1947-1950 A real artistic flair
With the return of peace and the liberation of Paris at long last, Pierre Paulin enrolled in the Centre d’Art et de Techniques (soon to become the Ecole Camondo) in 1947. Here he was to meet his colleague Janine Abraham for the first time, before they both ended up working for furniture manufacturer Meubles TV. It was a time of experimentation, both in the practical and the artistic spheres. He began his training in ceramics in a workshop in Vallauris. ‘It was all happening there. I saw people like Picasso, who at the time was making ceramic artwork at Madoura, where I learnt my trade3 ». The following year he left for Beaune, following in the footsteps of his great-uncle, Fredy Balthazar Stoll, a contemporary of Rodin, who was to introduce him to stone carving. Unfortunately, an injury forced him to give up on the idea of a career in this field. Henceforth, he devoted much of his time to sculpting synthetic foam, a much more modern material than marble. At the école Camondo, his professor of design, Maxime Old instructed him in the role of interior designer and how to develop a feeling for proportions: ‘Old’s presence was a real encouragement. Later on, I realized that learning Latin and familiarizing myself with a full range of decorative styles had given me a more rounded vision and a knowledge of the past which helped me to advance towards the future4». On the 10th of July 1950, a just-graduated Pierre Paulin created, with the help of his father, his first two designs: a plywood chair and a desk.
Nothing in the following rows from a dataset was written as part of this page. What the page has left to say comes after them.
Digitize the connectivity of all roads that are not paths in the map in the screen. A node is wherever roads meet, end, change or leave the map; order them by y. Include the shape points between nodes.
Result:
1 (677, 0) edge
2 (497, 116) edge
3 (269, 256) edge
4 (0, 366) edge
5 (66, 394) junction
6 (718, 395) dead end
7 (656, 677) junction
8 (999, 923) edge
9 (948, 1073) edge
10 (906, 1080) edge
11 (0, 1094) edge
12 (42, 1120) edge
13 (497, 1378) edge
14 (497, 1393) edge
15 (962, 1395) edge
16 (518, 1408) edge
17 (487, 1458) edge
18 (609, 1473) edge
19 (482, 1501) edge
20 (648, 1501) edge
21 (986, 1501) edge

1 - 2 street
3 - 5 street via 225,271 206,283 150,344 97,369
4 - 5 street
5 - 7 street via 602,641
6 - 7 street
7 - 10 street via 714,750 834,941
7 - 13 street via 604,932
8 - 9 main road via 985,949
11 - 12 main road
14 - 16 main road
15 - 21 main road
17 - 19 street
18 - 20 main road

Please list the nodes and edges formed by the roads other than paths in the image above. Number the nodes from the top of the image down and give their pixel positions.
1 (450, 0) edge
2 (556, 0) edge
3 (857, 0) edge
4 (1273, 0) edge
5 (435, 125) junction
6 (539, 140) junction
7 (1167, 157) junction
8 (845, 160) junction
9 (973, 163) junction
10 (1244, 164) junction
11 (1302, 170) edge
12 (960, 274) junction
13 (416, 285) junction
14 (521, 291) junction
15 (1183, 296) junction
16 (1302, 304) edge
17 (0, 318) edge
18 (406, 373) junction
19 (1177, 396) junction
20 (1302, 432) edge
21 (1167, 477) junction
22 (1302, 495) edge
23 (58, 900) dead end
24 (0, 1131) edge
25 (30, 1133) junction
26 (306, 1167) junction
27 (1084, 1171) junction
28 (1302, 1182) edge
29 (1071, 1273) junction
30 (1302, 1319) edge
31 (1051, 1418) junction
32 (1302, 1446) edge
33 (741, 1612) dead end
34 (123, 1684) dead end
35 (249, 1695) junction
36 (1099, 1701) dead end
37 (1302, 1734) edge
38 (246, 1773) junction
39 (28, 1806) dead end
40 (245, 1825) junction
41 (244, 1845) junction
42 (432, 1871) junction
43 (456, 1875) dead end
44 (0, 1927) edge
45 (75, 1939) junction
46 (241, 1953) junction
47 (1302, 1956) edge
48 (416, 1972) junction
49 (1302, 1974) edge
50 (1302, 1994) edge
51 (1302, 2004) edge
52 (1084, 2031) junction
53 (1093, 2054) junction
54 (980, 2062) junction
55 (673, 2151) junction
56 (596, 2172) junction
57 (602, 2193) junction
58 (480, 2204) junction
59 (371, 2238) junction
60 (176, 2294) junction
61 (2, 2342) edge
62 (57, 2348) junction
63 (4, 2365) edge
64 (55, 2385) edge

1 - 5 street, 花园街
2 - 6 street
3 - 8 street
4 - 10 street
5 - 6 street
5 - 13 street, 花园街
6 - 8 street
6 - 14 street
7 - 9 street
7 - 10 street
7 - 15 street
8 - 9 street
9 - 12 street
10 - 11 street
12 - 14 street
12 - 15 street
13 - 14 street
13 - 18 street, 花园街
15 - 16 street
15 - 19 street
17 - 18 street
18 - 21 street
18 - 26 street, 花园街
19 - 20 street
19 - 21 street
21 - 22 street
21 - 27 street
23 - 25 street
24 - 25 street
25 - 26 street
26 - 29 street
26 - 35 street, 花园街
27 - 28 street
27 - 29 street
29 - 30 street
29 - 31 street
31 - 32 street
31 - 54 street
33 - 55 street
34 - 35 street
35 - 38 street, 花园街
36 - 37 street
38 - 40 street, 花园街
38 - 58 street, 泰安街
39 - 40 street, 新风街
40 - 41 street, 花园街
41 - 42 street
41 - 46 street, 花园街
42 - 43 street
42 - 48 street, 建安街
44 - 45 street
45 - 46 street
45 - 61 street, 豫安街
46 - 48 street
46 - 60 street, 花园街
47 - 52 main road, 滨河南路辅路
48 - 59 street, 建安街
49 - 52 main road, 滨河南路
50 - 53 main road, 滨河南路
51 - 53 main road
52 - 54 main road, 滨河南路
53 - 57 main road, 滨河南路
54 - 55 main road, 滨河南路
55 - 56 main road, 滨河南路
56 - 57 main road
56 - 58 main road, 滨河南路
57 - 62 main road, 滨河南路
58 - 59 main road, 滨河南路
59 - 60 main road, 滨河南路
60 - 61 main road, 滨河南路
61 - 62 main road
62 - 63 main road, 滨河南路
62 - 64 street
1951 The search for inspiration
On Old’s recommendation, the young graduate spent a short period of time at ARHEC,5 6Marcel Gascoin’s design agency
He recalled: ‘Gascoin, as he’d done for so many others, acted as a kind of catalyst for me. And what a catalyst. I could even see myself working on a kind of socially- responsible form of interior design’. The young man finally found his niche: ‘mass production, my absolute dream.’. In the magazines he found in Gascoin’s library, he discovered Scandinavian design, such as that sold by Nordiska Kompaniet. During the summer of 1951, Marcel Gascoin, the mentor for a whole generation of designers, advised Paulin, his brother and several friends to journey through Germany, Denmark, Sweden and Finland. He discovered the architecture and design work of Alvar Aalto, which was to have a massive influence on his subsequent career: ‘I finally get it! Thank you Marcel. I’m going to become Swedish. At last, with my discovery of Knoll International and Herman Miller, I feel like America has put me on the right track (…) what a revelation!’. By the time he returned, he’d made his mind up – he would focus all his energy and his drive to always prioritize function over form on mass-produced furniture, despite his mastery of form, which was one of his biggest gifts. As he liked to say, Pierre Paulin ‘draws to design, not just to draw.’. He decided to exhibit his prototypes at the next annual Salon des arts ménagers (similar to the Ideal Home Exhibition) in the contemporary mass-produced furniture category: le Foyer d’aujourd’hui. His personal life also underwent massive change in 1952, when he married Lita Sensky, who gave birth to the first!of his three children, a girl called Dominique, in the same year.
1953 L’appartement idéal
His father helped him to fund the production of his designs by a number of workshops which were beginning to venture into the field of furniture made in small production runs (Fernand Quin, Meubles TV and the Galerie MAI). He had a number of wooden furniture prototypes made, characterized by their clean-cut shapes and pared-down contours – ‘every stroke of the pencil must be perfectly accurate’.The theme of his first public exhibition, which occupied a prime spot right in the middle of the Foyer d’aujourd’hui category of the Salon des arts ménagers, was that of the new living area, to which he gave the name ‘lounge’ or ‘living-room’, with the title of the theme being ‘an ideal apartment’.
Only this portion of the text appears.